Many design pattern like Object Pooling/Fly Weight etc are based on this.

Reduce Expensive/Duplicate operation
Each algorithm has some expensive operation and to make it efficient those expensive operation should be reduced, some of the common example are

HashCode
Hash code computation is expensive operation, so this should be not be computed multiple times for given key. One way is compute it once and pass it to other functions , so recomputation is not required or pre-compute it for eg String class in java pre compute hash code to save some time.

Modulus /Divide 
This is one of the expensive arithmetic operation, bit map operation can be used to do same thing but at lower cost.
If data structure is circular for eg Circular array and want to put value in free slot then Modulus operation is required and if capacity of array is power of 2 then bit wise operation ( i.e index & ( capacity-1) ) can be used to get Modulus value and this will give significant performance gain at the cost of extra memory.  This technique is used by HashMap in java

Similarly right shift ( >>) operation can be used for divide to get better performance, but now a days compiler are smart, so you get this one for free, no need to write it.

Reduce copy overhead
Array based data structure amortized re-sizing cost by increasing capacity by 2 times , this is good but overhead of copy also comes along with it, another approach is chain of arrays, so this way you only allocate one big chunk but don't have to do copy of old value, just add this new block of memory to chain of allocated blocks.
gs-collection has CompositeFastList which is build using this approach.

Batching
Expensive operation like write to file/network/database etc should be batched to get best performance.

Co-locate data
Keeping all required data together gives very good performance based on how processor works, but this is one thing that is broken in many application.
Mike Acton talk about this in Data-Oriented Design and C++ talk in details.

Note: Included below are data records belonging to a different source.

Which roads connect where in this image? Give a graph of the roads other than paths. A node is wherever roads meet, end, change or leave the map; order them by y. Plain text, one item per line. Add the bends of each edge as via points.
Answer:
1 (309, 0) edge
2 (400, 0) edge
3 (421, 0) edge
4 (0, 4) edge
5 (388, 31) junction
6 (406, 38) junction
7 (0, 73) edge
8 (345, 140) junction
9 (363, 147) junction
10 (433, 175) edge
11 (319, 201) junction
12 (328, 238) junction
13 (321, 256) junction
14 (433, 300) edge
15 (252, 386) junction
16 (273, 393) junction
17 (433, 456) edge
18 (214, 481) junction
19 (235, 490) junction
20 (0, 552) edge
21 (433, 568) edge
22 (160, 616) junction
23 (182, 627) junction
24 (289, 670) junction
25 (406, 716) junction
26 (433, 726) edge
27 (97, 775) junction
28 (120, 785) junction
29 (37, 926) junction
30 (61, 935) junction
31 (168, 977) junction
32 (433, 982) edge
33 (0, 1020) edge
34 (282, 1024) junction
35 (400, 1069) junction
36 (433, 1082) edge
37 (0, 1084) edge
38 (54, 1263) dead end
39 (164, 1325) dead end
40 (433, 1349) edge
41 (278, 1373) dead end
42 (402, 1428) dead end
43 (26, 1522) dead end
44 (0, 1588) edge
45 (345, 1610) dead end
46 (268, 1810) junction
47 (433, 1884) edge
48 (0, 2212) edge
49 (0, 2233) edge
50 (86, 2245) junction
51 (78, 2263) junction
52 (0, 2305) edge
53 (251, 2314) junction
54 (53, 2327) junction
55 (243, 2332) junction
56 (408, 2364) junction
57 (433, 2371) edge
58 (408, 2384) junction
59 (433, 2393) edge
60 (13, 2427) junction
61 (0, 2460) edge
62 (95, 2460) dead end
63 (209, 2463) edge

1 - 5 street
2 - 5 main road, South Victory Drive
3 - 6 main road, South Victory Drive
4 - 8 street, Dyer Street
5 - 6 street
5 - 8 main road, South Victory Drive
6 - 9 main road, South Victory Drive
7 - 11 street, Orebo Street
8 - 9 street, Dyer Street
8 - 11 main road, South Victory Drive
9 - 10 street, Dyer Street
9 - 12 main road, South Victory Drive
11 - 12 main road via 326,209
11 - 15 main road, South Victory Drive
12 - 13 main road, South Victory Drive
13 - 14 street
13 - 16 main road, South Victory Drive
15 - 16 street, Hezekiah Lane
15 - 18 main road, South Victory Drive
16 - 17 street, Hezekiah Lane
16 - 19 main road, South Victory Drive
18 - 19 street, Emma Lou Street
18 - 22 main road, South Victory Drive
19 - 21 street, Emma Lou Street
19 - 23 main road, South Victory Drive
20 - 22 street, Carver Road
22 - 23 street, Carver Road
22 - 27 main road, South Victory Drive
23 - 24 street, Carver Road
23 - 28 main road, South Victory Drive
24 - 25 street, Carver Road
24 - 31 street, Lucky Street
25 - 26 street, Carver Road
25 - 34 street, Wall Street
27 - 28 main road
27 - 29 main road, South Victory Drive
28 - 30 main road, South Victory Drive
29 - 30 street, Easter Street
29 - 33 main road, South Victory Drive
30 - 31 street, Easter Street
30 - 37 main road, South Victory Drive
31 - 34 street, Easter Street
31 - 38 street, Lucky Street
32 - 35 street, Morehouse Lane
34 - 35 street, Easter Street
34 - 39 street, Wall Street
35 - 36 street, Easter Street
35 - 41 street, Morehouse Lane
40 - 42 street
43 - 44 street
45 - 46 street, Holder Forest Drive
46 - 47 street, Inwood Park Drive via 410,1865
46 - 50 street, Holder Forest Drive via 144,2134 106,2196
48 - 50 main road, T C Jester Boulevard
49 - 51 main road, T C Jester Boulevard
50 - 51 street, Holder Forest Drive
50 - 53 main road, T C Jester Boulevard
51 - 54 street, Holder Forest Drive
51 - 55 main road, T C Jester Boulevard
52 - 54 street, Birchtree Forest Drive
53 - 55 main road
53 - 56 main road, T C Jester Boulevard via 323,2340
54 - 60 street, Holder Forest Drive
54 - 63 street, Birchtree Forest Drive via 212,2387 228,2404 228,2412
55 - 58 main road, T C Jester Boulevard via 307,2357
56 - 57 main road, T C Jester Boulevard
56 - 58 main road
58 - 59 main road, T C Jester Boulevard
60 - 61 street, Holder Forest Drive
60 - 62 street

Column based storage are very good analytic/aggregation use case because most of the time single column data for all rows are required to answer analytic/aggregation request.

Linear probing hash tables are also good example of data co-location.

Bit Packing is another option to keep required data very close. but should be used with extra caution because this can make code complex.

Unnecessary Work
Some of algorithm suffer from this problem most common are recursive algorithm like factorial or Fibonacci etc, both of this has duplicate work problem, which can be fixed by Memoization technique.


Simplicity & readability of code should not be lost during efficiency ride because next guy has to maintain it :-)

Thursday, 16 July 2015

BitMap sorting

Data structure is most important building block of any algorithm and it makes algorithm efficient.

Bitmap is very powerful data structure and is good fit for many problems, it is used for indexing in many database.

BitMap can be also used for sorting and for some specific case bitmap sorting can out perform may famous sorting algorithm with very low memory footprint.

Take a case that you have to sort input file that has lots of number between 1 to 10 million by and using low memory footprint and for simplicity sake assume that their are no duplicates.

What are the ways to solve this problem ?

- Classic MergeSort
This is the first solution that comes to mind whenever sorting is discussed, this will produced many intermediate files and then those will be merged.

- Muti Read & Sort
In this approach input file is read multiple times for range of data, for eg first pass will read values starting from 0 to 250K and then 250K to 500K and so on.

This solution will take less memory but too much of I/O will make it very slow .

- Amazing BitSort
Bit Sorting is really good fit for this problem, allocate bit array and turn on the bits at value index and that's it, values will get sorted as it is added to this data structure .

For eg  
{1,2,5,6,7,11} value can be represented as below

Implementation of such type of data structure is simple in C/C++ but for java bitwise manipulation is required, so to keep it simple i have implemented it using boolean array.

Code snippet 


  
It is very simple to implement this powerful data structure and little trick is required for iteration over value.

Code snippet for iteration


Conclusion
Very useful data structure with low memory foot print & very fast sorting, but it has some trade off  and you should be aware of it

- If numbers of items are less then this might not give any benefit.
- If input values are sparse then lot of space is left unused because of fragmentation.

Code is available @ github

Tuesday, 7 July 2015

Joy Inc is really Joyful

I heard closing keynote talk by Richard-Sheridan at agile singapore conference where he shared how he build joyful company.

Richard has published book Joy, Inc.: How We Built a Workplace People Love to share his experience of building amazing organization.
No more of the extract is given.